In the early part of his new hobby, Greg was using an Alaskan chainsaw mill to make dimensional lumber, to ensure that all the logs he was given were not wasted. “I used to not be able to sleep, thinking that so many good trees were being buried in the city dump,” he said.

He was collecting so many trees that he needed a faster and more efficient way of milling lumber. Greg visited people who owned many different brands of portable sawmills before he found the one he wanted, and when he did, he knew straight away. “One look at the Peterson indicated that it was built better than the others”, Greg said.

Being the original inventors of the commercial swingblade portable sawmill, Petersons are known worldwide as being innovators in their field and they give a lot of credit to their customers for that. “We really listen to our customers,” said Mill Specialist and Designer Chris Browne. “Each miller has their own requirements, which is why we custom build our mills to suit the buyer’s needs”.

Greg Gianas can attest to Peterson’s value of customer feedback. “The support staff don’t make me feel stupid when I ask questions or ask for help. I’ve communicated with several of the staff, who all had the same characteristics; honesty, humility, detail oriented, and open to other people’s thoughts and opinions.”

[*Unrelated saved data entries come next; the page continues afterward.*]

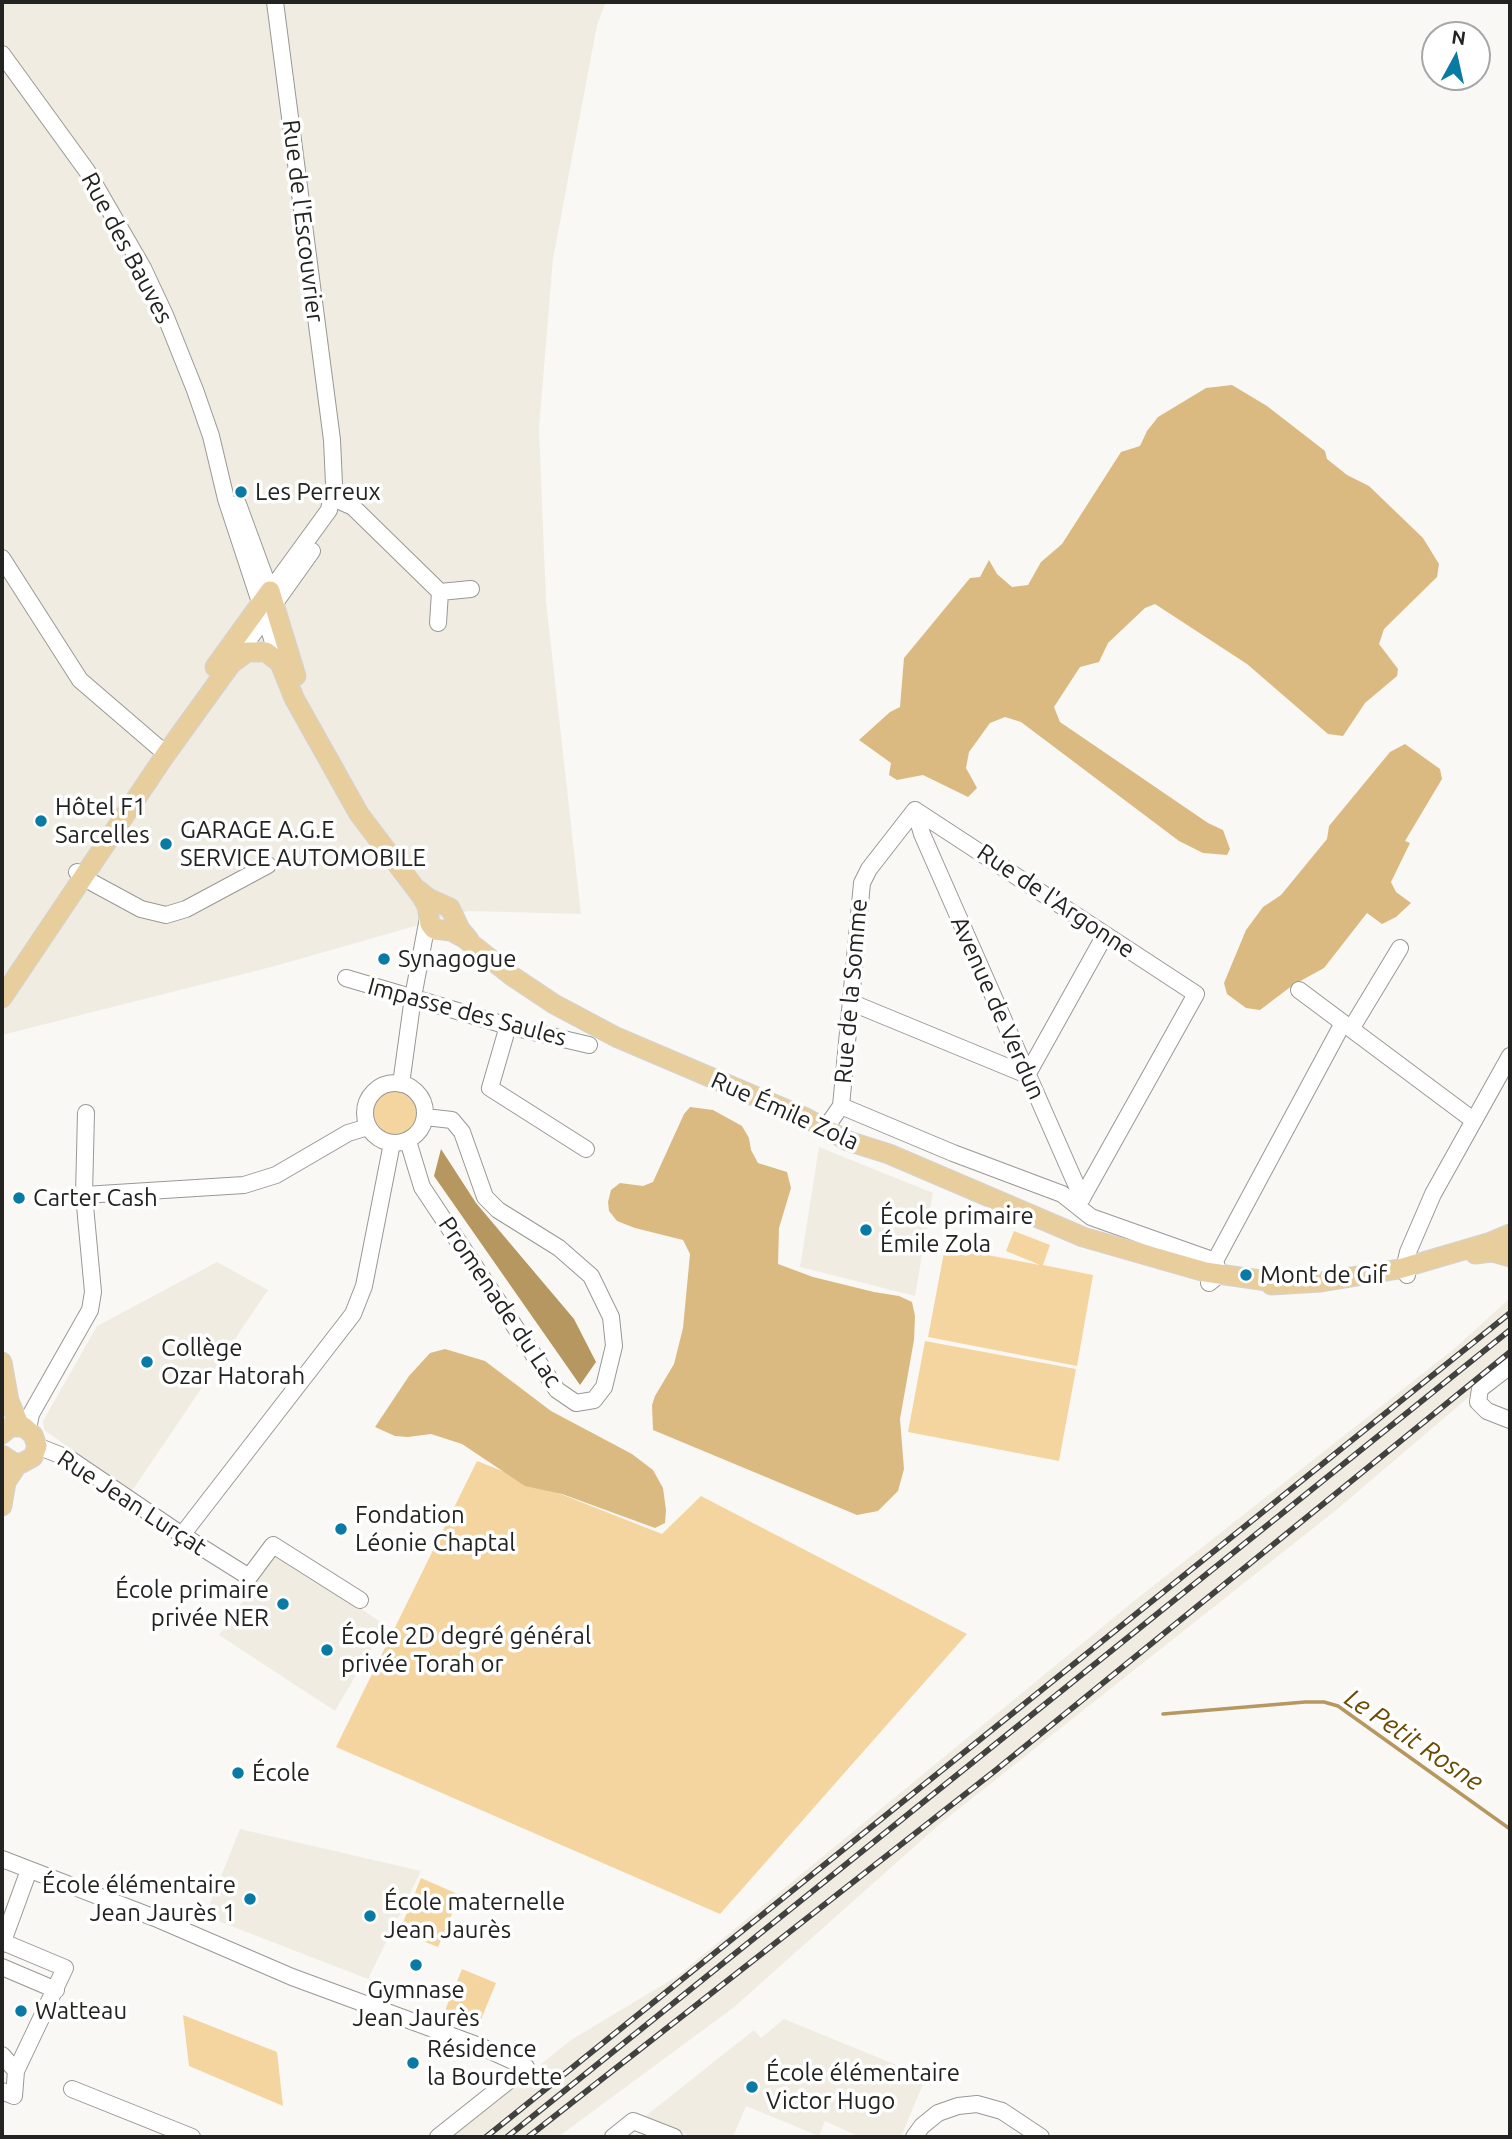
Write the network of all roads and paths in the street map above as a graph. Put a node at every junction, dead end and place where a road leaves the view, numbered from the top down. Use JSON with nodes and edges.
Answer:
{"nodes":[{"id":1,"x":275,"y":2,"type":"edge"},
{"id":2,"x":2,"y":54,"type":"edge"},
{"id":3,"x":218,"y":460,"type":"junction"},
{"id":4,"x":336,"y":504,"type":"junction"},
{"id":5,"x":2,"y":558,"type":"edge"},
{"id":6,"x":259,"y":558,"type":"junction"},
{"id":7,"x":293,"y":560,"type":"junction"},
{"id":8,"x":471,"y":589,"type":"dead end"},
{"id":9,"x":440,"y":592,"type":"junction"},
{"id":10,"x":268,"y":608,"type":"junction"},
{"id":11,"x":438,"y":623,"type":"dead end"},
{"id":12,"x":280,"y":663,"type":"junction"},
{"id":13,"x":231,"y":664,"type":"junction"},
{"id":14,"x":307,"y":722,"type":"junction"},
{"id":15,"x":163,"y":750,"type":"junction"},
{"id":16,"x":915,"y":810,"type":"junction"},
{"id":17,"x":268,"y":864,"type":"dead end"},
{"id":18,"x":81,"y":875,"type":"junction"},
{"id":19,"x":439,"y":919,"type":"junction"},
{"id":20,"x":1105,"y":934,"type":"junction"},
{"id":21,"x":1400,"y":948,"type":"dead end"},
{"id":22,"x":346,"y":978,"type":"dead end"},
{"id":23,"x":2,"y":981,"type":"edge"},
{"id":24,"x":1299,"y":990,"type":"dead end"},
{"id":25,"x":413,"y":997,"type":"junction"},
{"id":26,"x":2,"y":998,"type":"edge"},
{"id":27,"x":850,"y":1002,"type":"junction"},
{"id":28,"x":508,"y":1026,"type":"junction"},
{"id":29,"x":1347,"y":1026,"type":"junction"},
{"id":30,"x":589,"y":1045,"type":"dead end"},
{"id":31,"x":1510,"y":1056,"type":"edge"},
{"id":32,"x":1027,"y":1075,"type":"junction"},
{"id":33,"x":401,"y":1084,"type":"junction"},
{"id":34,"x":841,"y":1106,"type":"junction"},
{"id":35,"x":86,"y":1113,"type":"dead end"},
{"id":36,"x":425,"y":1117,"type":"junction"},
{"id":37,"x":1473,"y":1120,"type":"junction"},
{"id":38,"x":368,"y":1127,"type":"junction"},
{"id":39,"x":825,"y":1129,"type":"junction"},
{"id":40,"x":400,"y":1142,"type":"junction"},
{"id":41,"x":586,"y":1149,"type":"dead end"},
{"id":42,"x":84,"y":1195,"type":"junction"},
{"id":43,"x":1079,"y":1200,"type":"junction"},
{"id":44,"x":1509,"y":1241,"type":"edge"},
{"id":45,"x":1406,"y":1271,"type":"junction"},
{"id":46,"x":1214,"y":1273,"type":"junction"},
{"id":47,"x":2,"y":1362,"type":"edge"},
{"id":48,"x":1510,"y":1366,"type":"edge"},
{"id":49,"x":2,"y":1397,"type":"edge"},
{"id":50,"x":1510,"y":1420,"type":"edge"},
{"id":51,"x":18,"y":1433,"type":"edge"},
{"id":52,"x":10,"y":1460,"type":"edge"},
{"id":53,"x":2,"y":1506,"type":"edge"},
{"id":54,"x":182,"y":1535,"type":"junction"},
{"id":55,"x":360,"y":1600,"type":"dead end"},
{"id":56,"x":2,"y":1859,"type":"edge"},
{"id":57,"x":29,"y":1870,"type":"junction"},
{"id":58,"x":2,"y":1943,"type":"edge"},
{"id":59,"x":2,"y":1967,"type":"edge"},
{"id":60,"x":56,"y":1990,"type":"junction"},
{"id":61,"x":2,"y":2055,"type":"edge"},
{"id":62,"x":16,"y":2071,"type":"junction"},
{"id":63,"x":72,"y":2089,"type":"dead end"},
{"id":64,"x":2,"y":2091,"type":"edge"},
{"id":65,"x":191,"y":2137,"type":"edge"},
{"id":66,"x":438,"y":2137,"type":"edge"},
{"id":67,"x":613,"y":2137,"type":"edge"},
{"id":68,"x":674,"y":2137,"type":"edge"},
{"id":69,"x":914,"y":2137,"type":"edge"},
{"id":70,"x":1041,"y":2137,"type":"edge"}],
"edges":[{"from":1,"to":4,"type":"street","name":"Rue de l'Escouvrier"},
{"from":2,"to":3,"type":"street","name":"Rue des Bauves"},
{"from":3,"to":6,"type":"street","name":"Rue des Bauves"},
{"from":3,"to":10,"type":"street","name":"Rue des Bauves"},
{"from":4,"to":7,"type":"street"},
{"from":4,"to":9,"type":"street"},
{"from":4,"to":10,"type":"street"},
{"from":5,"to":15,"type":"street"},
{"from":6,"to":7,"type":"street"},
{"from":6,"to":10,"type":"street","name":"Rue des Bauves"},
{"from":7,"to":10,"type":"street"},
{"from":8,"to":9,"type":"street"},
{"from":9,"to":11,"type":"street"},
{"from":10,"to":12,"type":"street","name":"Rue Émile Zola"},
{"from":10,"to":13,"type":"street"},
{"from":10,"to":14,"type":"main road","name":"Rue Émile Zola"},
{"from":10,"to":15,"type":"main road"},
{"from":12,"to":13,"type":"main road"},
{"from":12,"to":14,"type":"main road","name":"Rue Émile Zola"},
{"from":13,"to":15,"type":"main road"},
{"from":14,"to":19,"type":"main road","name":"Rue Émile Zola"},
{"from":15,"to":18,"type":"main road"},
{"from":16,"to":20,"type":"street","name":"Rue de l'Argonne"},
{"from":16,"to":27,"type":"street","name":"Rue de la Somme"},
{"from":16,"to":32,"type":"street","name":"Avenue de Verdun"},
{"from":17,"to":18,"type":"street"},
{"from":18,"to":23,"type":"main road"},
{"from":18,"to":26,"type":"main road"},
{"from":19,"to":25,"type":"street"},
{"from":19,"to":39,"type":"main road","name":"Rue Émile Zola"},
{"from":20,"to":32,"type":"street"},
{"from":20,"to":43,"type":"street","name":"Rue de l'Argonne"},
{"from":21,"to":29,"type":"street"},
{"from":22,"to":25,"type":"street","name":"Impasse des Saules"},
{"from":24,"to":29,"type":"street"},
{"from":25,"to":28,"type":"street","name":"Impasse des Saules"},
{"from":25,"to":33,"type":"street"},
{"from":27,"to":32,"type":"street"},
{"from":27,"to":34,"type":"street","name":"Rue de la Somme"},
{"from":28,"to":30,"type":"street","name":"Impasse des Saules"},
{"from":28,"to":41,"type":"street"},
{"from":29,"to":37,"type":"street"},
{"from":29,"to":46,"type":"street"},
{"from":31,"to":37,"type":"street"},
{"from":32,"to":43,"type":"street","name":"Avenue de Verdun"},
{"from":33,"to":36,"type":"street"},
{"from":33,"to":38,"type":"street"},
{"from":34,"to":39,"type":"street"},
{"from":34,"to":43,"type":"street"},
{"from":35,"to":42,"type":"street"},
{"from":36,"to":40,"type":"street"},
{"from":36,"to":40,"type":"street","name":"Promenade du Lac"},
{"from":37,"to":45,"type":"street"},
{"from":38,"to":40,"type":"street"},
{"from":38,"to":42,"type":"street"},
{"from":39,"to":46,"type":"main road","name":"Rue Émile Zola"},
{"from":40,"to":54,"type":"street"},
{"from":42,"to":51,"type":"street"},
{"from":43,"to":46,"type":"street"},
{"from":44,"to":45,"type":"main road","name":"Rue Émile Zola"},
{"from":45,"to":46,"type":"main road","name":"Rue Émile Zola"},
{"from":47,"to":51,"type":"main road"},
{"from":48,"to":50,"type":"street"},
{"from":49,"to":51,"type":"main road"},
{"from":51,"to":52,"type":"main road"},
{"from":51,"to":54,"type":"street","name":"Rue Jean Lurçat"},
{"from":52,"to":53,"type":"main road"},
{"from":54,"to":55,"type":"street","name":"Rue Jean Lurçat"},
{"from":56,"to":57,"type":"street"},
{"from":57,"to":58,"type":"street"},
{"from":57,"to":66,"type":"street"},
{"from":58,"to":60,"type":"street"},
{"from":59,"to":60,"type":"street"},
{"from":60,"to":62,"type":"street"},
{"from":61,"to":62,"type":"street"},
{"from":62,"to":64,"type":"street"},
{"from":63,"to":65,"type":"street"},
{"from":67,"to":68,"type":"street"},
{"from":69,"to":70,"type":"street"}]}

Greg now owns a Peterson 8” 24hp WPF (Winch Production Frame) sawmill and runs it at his suburban property in a nine-foot wide space between his neighbour’s house and Greg’s storage shed. “People in my neighbourhood see the Peterson mill and think it’s a rig for a hot air balloon and ask me if they can go for a ride, seriously!”


Greg Gianas Woodwork


The WPF comes standard with a Lo/Lo track set-up, meaning the logs are loaded over the top of the track. Never one to follow the crowd though, Greg loads his logs through one end of the mill using log arches and a portable winch – he has to – he has no room either side!

The carriage of the WPF can be raised or lowered using one manual winch, or with the touch of a button as Greg does with his optional Electric Winch. “I like the mill because I can take it anywhere I want, and do all of the work myself. Having the electric winch saves a lot of unneeded walking, which is a concern because of a bad leg.”

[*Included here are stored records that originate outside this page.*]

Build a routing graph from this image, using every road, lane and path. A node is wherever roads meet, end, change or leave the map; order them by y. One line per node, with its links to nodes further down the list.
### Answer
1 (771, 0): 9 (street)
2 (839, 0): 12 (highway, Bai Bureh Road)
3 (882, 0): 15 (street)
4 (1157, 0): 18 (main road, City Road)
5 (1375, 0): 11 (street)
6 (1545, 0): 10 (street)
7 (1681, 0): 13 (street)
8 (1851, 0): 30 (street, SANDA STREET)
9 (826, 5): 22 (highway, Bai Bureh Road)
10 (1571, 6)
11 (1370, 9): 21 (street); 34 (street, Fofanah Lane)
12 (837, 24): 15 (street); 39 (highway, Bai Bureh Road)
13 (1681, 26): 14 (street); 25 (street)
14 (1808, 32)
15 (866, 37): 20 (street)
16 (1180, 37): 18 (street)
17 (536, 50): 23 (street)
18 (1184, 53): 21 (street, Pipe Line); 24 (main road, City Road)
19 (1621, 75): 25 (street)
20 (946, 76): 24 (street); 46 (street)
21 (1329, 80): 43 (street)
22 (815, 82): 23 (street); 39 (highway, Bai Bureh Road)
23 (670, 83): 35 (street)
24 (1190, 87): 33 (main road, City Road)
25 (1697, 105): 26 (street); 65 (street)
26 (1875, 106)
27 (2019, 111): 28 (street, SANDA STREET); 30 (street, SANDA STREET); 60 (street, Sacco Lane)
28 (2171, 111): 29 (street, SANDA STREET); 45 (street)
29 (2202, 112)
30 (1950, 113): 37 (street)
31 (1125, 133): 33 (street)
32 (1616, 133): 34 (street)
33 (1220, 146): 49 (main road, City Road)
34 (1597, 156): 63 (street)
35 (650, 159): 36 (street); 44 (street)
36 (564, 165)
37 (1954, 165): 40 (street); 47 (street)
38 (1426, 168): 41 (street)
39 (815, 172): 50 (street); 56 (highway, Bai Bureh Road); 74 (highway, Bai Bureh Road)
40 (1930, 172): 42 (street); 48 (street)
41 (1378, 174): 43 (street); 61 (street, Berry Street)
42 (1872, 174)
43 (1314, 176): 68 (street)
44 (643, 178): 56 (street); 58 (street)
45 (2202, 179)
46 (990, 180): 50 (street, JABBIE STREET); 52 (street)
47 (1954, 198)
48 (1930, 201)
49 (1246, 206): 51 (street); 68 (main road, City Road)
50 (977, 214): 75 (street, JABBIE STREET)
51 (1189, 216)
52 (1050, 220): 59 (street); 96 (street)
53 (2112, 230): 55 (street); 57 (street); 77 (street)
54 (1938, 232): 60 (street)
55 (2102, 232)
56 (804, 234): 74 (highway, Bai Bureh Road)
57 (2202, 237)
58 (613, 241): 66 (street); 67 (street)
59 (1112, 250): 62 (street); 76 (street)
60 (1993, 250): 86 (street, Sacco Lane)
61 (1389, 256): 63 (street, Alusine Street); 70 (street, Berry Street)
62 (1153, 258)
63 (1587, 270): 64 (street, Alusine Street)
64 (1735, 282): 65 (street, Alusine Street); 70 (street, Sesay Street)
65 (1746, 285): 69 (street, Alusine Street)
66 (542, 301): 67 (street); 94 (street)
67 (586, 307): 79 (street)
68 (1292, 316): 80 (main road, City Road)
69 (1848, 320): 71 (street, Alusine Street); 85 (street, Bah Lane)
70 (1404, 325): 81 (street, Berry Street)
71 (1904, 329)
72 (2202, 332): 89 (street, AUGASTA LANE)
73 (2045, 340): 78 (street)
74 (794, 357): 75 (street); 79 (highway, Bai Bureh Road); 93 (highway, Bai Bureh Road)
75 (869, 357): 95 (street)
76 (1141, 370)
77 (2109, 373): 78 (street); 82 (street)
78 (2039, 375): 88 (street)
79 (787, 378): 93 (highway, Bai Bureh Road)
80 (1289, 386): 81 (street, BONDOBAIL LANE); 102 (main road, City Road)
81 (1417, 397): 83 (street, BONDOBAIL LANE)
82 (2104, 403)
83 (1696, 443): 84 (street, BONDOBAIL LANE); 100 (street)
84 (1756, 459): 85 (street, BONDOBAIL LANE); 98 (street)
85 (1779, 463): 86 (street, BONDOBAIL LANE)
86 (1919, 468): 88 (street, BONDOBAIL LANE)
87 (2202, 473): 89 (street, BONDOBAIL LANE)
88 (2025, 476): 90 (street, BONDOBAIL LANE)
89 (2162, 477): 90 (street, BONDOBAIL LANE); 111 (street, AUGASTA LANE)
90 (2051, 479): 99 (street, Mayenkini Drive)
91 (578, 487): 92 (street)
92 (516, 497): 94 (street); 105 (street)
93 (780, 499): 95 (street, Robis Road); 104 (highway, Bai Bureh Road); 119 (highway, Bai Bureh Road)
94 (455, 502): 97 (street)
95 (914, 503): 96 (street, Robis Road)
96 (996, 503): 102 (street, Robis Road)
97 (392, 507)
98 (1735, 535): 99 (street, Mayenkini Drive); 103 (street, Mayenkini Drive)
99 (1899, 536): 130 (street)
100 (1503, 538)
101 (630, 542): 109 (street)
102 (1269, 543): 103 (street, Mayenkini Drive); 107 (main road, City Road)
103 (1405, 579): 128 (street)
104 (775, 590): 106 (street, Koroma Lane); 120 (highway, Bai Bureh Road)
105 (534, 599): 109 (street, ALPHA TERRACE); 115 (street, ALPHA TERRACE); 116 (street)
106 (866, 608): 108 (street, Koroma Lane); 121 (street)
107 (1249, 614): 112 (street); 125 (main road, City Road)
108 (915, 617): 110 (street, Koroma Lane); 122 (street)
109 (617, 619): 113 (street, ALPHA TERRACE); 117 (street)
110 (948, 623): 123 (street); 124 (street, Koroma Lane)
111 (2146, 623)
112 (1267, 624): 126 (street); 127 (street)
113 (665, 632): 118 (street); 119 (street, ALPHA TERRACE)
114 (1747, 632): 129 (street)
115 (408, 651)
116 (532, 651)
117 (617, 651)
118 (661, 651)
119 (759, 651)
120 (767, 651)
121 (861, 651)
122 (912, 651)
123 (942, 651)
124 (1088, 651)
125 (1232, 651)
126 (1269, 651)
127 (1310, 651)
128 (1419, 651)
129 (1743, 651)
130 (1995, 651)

Being in such close proximity to his neighbours, one would think he would have people complaining about the 24hp petrol mill but Greg says, “I give my neighbours bowls and firewood and only cut when they’re not home, so they’re glad I have the mill.”

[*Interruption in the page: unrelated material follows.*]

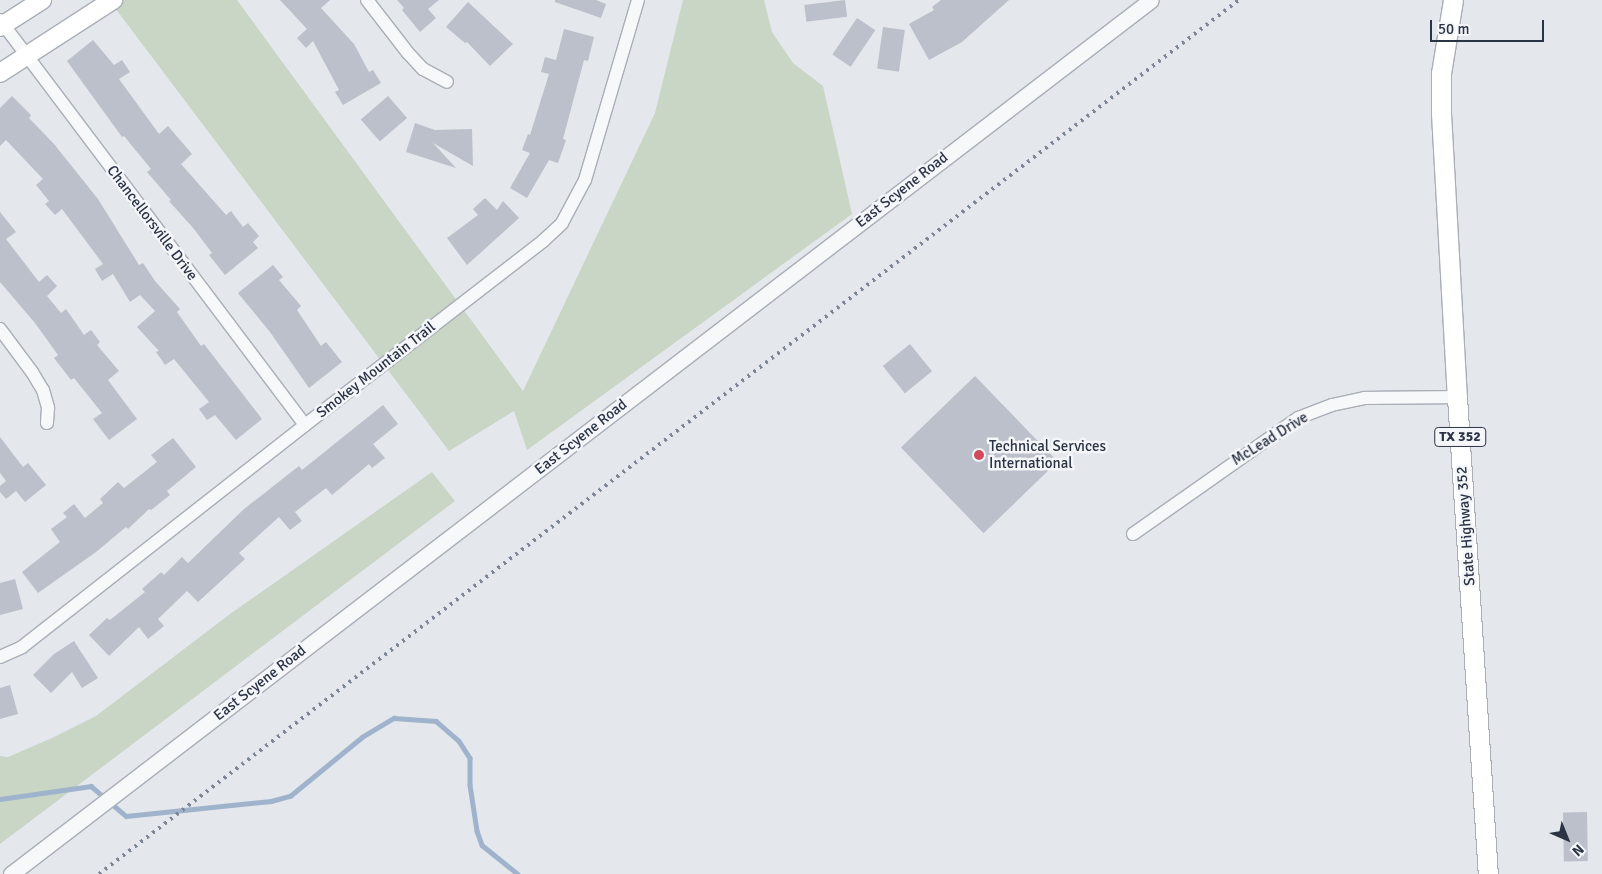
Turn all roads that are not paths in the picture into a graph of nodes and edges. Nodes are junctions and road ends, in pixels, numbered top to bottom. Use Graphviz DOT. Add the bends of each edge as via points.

With the 8” blade’s ability to easily double cut to a 16” wide board, Greg can cut the large pieces he needs for turning his plates and bowls. Having the versatility to cut almost any dimension he wants, Greg has recently built two decks and roofs from lumber cut with his mill, while getting ready to make tables for commercial use and flooring for his home.


Greg Gianas Woodwork
Greg’s Wood Barn he built to store milled timber


When asked if he was happy with his experience with the New Zealand based company, woodworker Greg stated, “The only thing I’m disappointed about, is that everyone who doesn’t want to waste trees, doesn’t have a Peterson mill.”

Greg’s business ‘Sacred Woods’ is based in Redmond, WA, and all profits from the sale of his handmade bowls, boxes, lamps and tables go toward providing vocational tools for war victims in Vietnam and American veterans of the wars in Iraq and Afghanistan.